The DefaultRecoveryFolderPath value is not known to be read by FVEAPI. It is instead interpreted by FVEUI.DLL in version 6.0 and in later versions by FVEWIZ.DLL.
| Key: | HKEY_LOCAL_MACHINE\Software\Policies\Microsoft\FVE |
| Value: | FDVDiscoveryVolumeType RDVDiscoveryVolumeType |
| Type: | REG_SZ |
| Default: | none |
| Versions: | 6.1 and higher |
The FDVDiscoveryVolumeType and RDVDiscoveryVolumeType values have user-interface support through the Local Group Policy Editor as
in their respective categories of the BitLocker Drive Encryption administrative template. Enabling the policy sets the string data to FAT32. The user interface has a check-box for the corresponding FDVNoBitLockerToGoReader or RDVNoBitLockerToGoReader value (see above).
| Key: | HKEY_LOCAL_MACHINE\Software\Policies\Microsoft\FVE |
| Value: | OSAllowedHardwareEncryptionAlgorithms
FDVAllowedHardwareEncryptionAlgorithms RDVAllowedHardwareEncryptionAlgorithms |
| Type: | REG_SZ |
| Default: | none |
| Versions: | 6.2 and higher |
The OSAllowedHardwareEncryptionAlgorithms, FDVAllowedHardwareEncryptionAlgorithms and RDVAllowedHardwareEncryptionAlgorithms values each have user-interface support through the Local Group Policy Editor as a text box labelled
Restrict crypto algorithms or cipher suites to the following:
in the user-interface support for the corresponding OSHardwareEncryption, FDVHardwareEncryption or RDVHardwareEncryption value (see above).

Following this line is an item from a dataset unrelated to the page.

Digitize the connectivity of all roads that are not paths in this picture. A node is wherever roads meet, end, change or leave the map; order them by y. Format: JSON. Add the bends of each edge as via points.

| Key: | HKEY_LOCAL_MACHINE\Software\Policies\Microsoft\FVE |
| Value: | RecoveryKeyMessage |
| Type: | REG_SZ |
| Default: | none |
| Versions: | 10.0 and higher |
The RecoveryKeyMessage value has user-interface support through the Local Group Policy Editor as a text box labelled
Custom recovery message option:
in the user-interface support for the RecoveryKeyMessageSource value (see above).

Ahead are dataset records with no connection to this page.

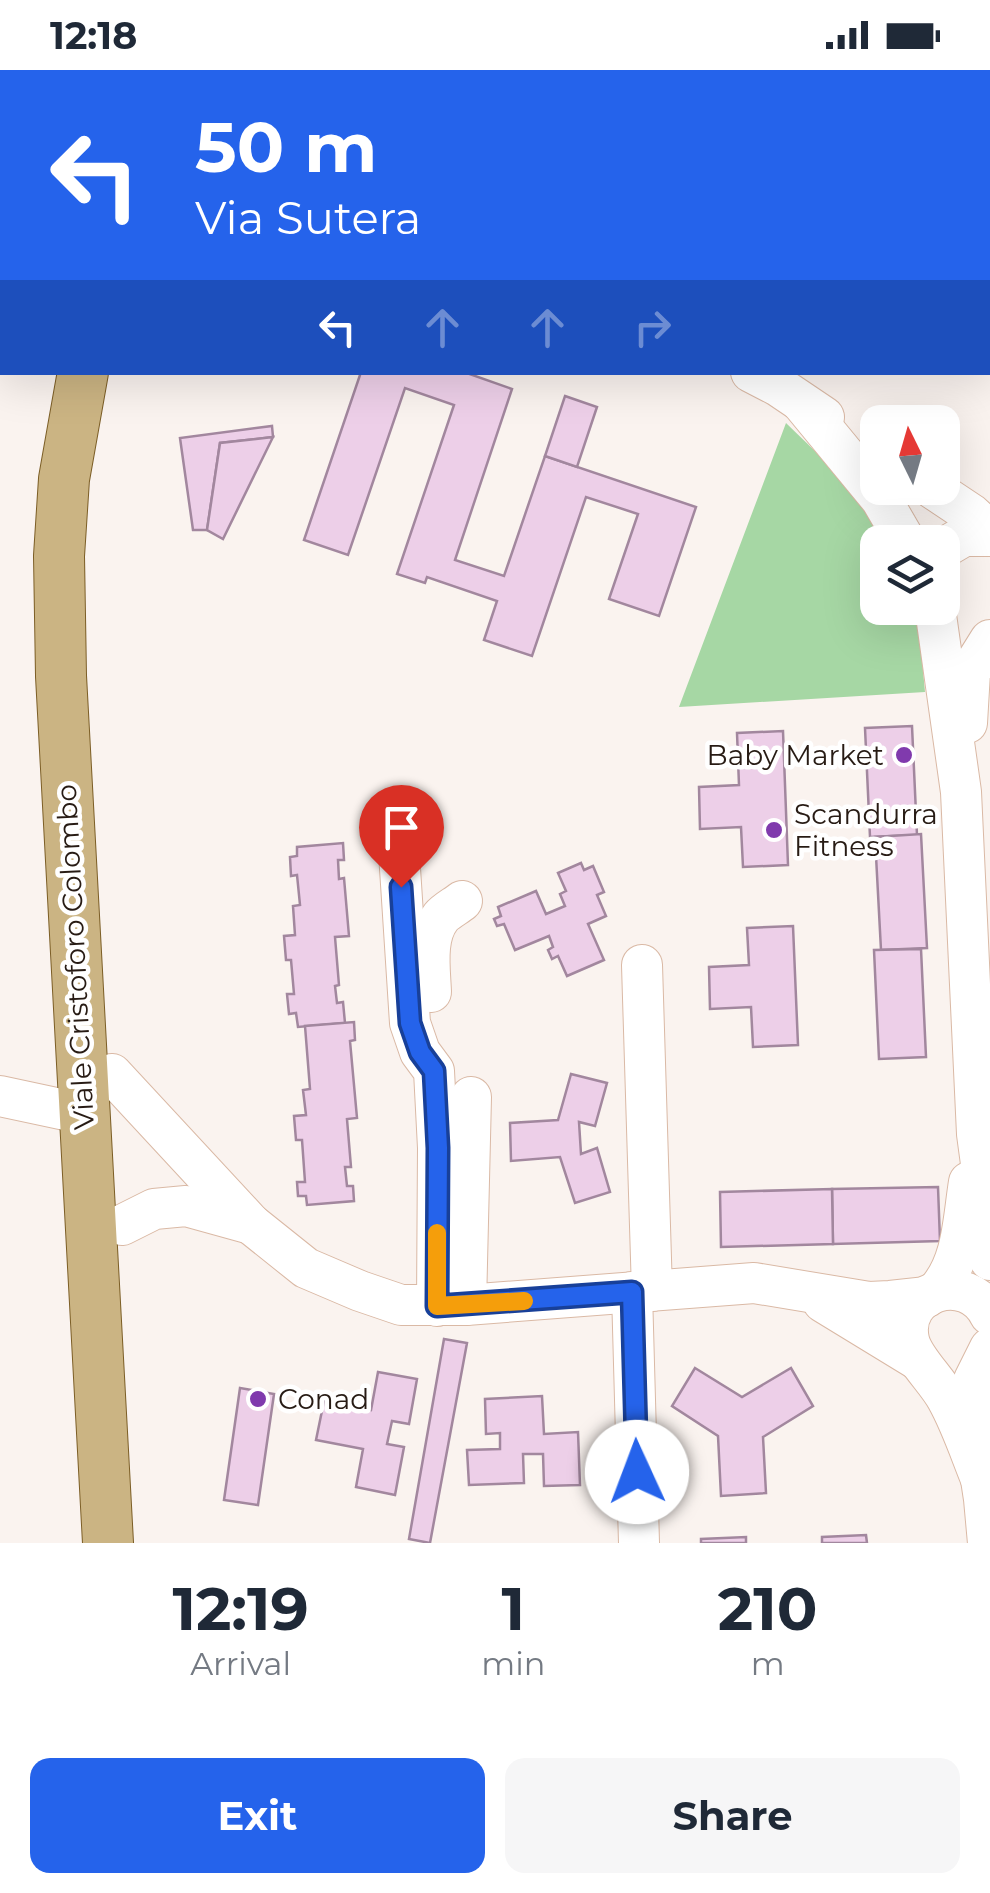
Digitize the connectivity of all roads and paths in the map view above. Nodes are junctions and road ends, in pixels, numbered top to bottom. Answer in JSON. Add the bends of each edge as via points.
{"nodes":[{"id":1,"x":68,"y":375,"type":"edge"},
{"id":2,"x":82,"y":375,"type":"edge"},
{"id":3,"x":109,"y":375,"type":"edge"},
{"id":4,"x":779,"y":384,"type":"edge"},
{"id":5,"x":860,"y":440,"type":"edge"},
{"id":6,"x":64,"y":479,"type":"junction"},
{"id":7,"x":958,"y":505,"type":"edge"},
{"id":8,"x":896,"y":525,"type":"edge"},
{"id":9,"x":990,"y":533,"type":"edge"},
{"id":10,"x":960,"y":537,"type":"edge"},
{"id":11,"x":938,"y":625,"type":"edge"},
{"id":12,"x":959,"y":625,"type":"edge"},
{"id":13,"x":990,"y":628,"type":"edge"},
{"id":14,"x":990,"y":640,"type":"edge"},
{"id":15,"x":961,"y":792,"type":"junction"},
{"id":16,"x":399,"y":853,"type":"dead end"},
{"id":17,"x":462,"y":901,"type":"dead end"},
{"id":18,"x":642,"y":966,"type":"dead end"},
{"id":19,"x":434,"y":1071,"type":"junction"},
{"id":20,"x":98,"y":1094,"type":"junction"},
{"id":21,"x":0,"y":1096,"type":"edge"},
{"id":22,"x":471,"y":1097,"type":"dead end"},
{"id":23,"x":976,"y":1134,"type":"junction"},
{"id":24,"x":251,"y":1224,"type":"junction"},
{"id":25,"x":122,"y":1225,"type":"junction"},
{"id":26,"x":990,"y":1260,"type":"edge"},
{"id":27,"x":642,"y":1292,"type":"junction"},
{"id":28,"x":807,"y":1292,"type":"junction"},
{"id":29,"x":932,"y":1294,"type":"junction"},
{"id":30,"x":452,"y":1305,"type":"junction"},
{"id":31,"x":990,"y":1315,"type":"edge"},
{"id":32,"x":986,"y":1355,"type":"edge"},
{"id":33,"x":922,"y":1363,"type":"junction"},
{"id":34,"x":985,"y":1487,"type":"edge"},
{"id":35,"x":108,"y":1543,"type":"edge"},
{"id":36,"x":141,"y":1543,"type":"edge"},
{"id":37,"x":640,"y":1543,"type":"edge"},
{"id":38,"x":988,"y":1543,"type":"edge"}],
"edges":[{"from":1,"to":6,"type":"street"},
{"from":2,"to":6,"type":"main road","name":"Viale Cristoforo Colombo"},
{"from":3,"to":20,"type":"main road","name":"Viale Cristoforo Colombo","via":[[94,462],[90,542]]},
{"from":4,"to":5,"type":"street"},
{"from":4,"to":8,"type":"street"},
{"from":6,"to":20,"type":"main road","name":"Viale Cristoforo Colombo","via":[[61,676]]},
{"from":7,"to":9,"type":"street"},
{"from":9,"to":10,"type":"street"},
{"from":11,"to":15,"type":"street"},
{"from":12,"to":13,"type":"street"},
{"from":14,"to":15,"type":"street","via":[[970,672]]},
{"from":15,"to":23,"type":"street"},
{"from":16,"to":19,"type":"street","via":[[410,1023]]},
{"from":17,"to":19,"type":"street","via":[[442,916],[430,949]]},
{"from":18,"to":27,"type":"street"},
{"from":19,"to":30,"type":"street"},
{"from":20,"to":21,"type":"street"},
{"from":20,"to":24,"type":"street"},
{"from":20,"to":25,"type":"main road","name":"Viale Cristoforo Colombo"},
{"from":20,"to":35,"type":"main road","name":"Viale Cristoforo Colombo"},
{"from":22,"to":30,"type":"street"},
{"from":23,"to":26,"type":"street"},
{"from":23,"to":29,"type":"street","via":[[957,1258]]},
{"from":24,"to":25,"type":"street","via":[[186,1206],[154,1209]]},
{"from":24,"to":30,"type":"street","via":[[306,1268],[360,1291],[401,1305]]},
{"from":25,"to":36,"type":"main road","name":"Viale Cristoforo Colombo"},
{"from":27,"to":28,"type":"street","via":[[754,1284]]},
{"from":27,"to":30,"type":"street"},
{"from":27,"to":37,"type":"street"},
{"from":28,"to":29,"type":"street","via":[[868,1302]]},
{"from":28,"to":33,"type":"street"},
{"from":29,"to":31,"type":"street","via":[[970,1293]]},
{"from":29,"to":33,"type":"street","via":[[909,1321],[909,1342]]},
{"from":32,"to":33,"type":"street","via":[[959,1374]]},
{"from":32,"to":34,"type":"street","via":[[970,1406]]},
{"from":33,"to":34,"type":"street","via":[[949,1401]]},
{"from":34,"to":38,"type":"street"}]}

If the dword of data for RecoveryKeyMessageSource is 2, then the string data for RecoveryKeyMessage becomes the value of the BCD option fverecoverymessage.
| Key: | HKEY_LOCAL_MACHINE\Software\Policies\Microsoft\FVE |
| Value: | RecoveryKeyURL |
| Type: | REG_SZ |
| Default: | none |
| Versions: | 10.0 and higher |
The RecoveryKeyURL value has user-interface support through the Local Group Policy Editor as a text box labelled
Custom recovery URL option:
in the user-interface support for the RecoveryKeyMessageSource value (see above).
If the dword of data for RecoveryKeyMessageSource is 3, then the string data for RecoveryKeyURL becomes the value of the BCD option fverecoveryurl.
| Key: | HKEY_LOCAL_MACHINE\Software\Policies\Microsoft\FVE |
| Value: | OSBcdAdditionalExcludedSettings |
| Type: | REG_MULTI_SZ |
| Default: | none |
| Versions: | 6.2 and higher |
The OSBcdAdditionalExcludedSettings value has user-interface support through the Local Group Policy Editor as a multi-line text box labelled
Exclude the following additional BCD settings:
in the user-interface support for the OSUseEnhancedBcdProfile value (see above).
| Key: | HKEY_LOCAL_MACHINE\Software\Policies\Microsoft\FVE |
| Value: | OSBcdAdditionalSecurityCriticalSettings |
| Type: | REG_MULTI_SZ |
| Default: | none |
| Versions: | 6.2 and higher |
The OSBcdAdditionalSecurityCriticalSettings value has user-interface support through the Local Group Policy Editor as a multi-line text box labelled
Verify the following additional BCD settings:
in the user-interface support for the OSUseEnhancedBcdProfile value (see above).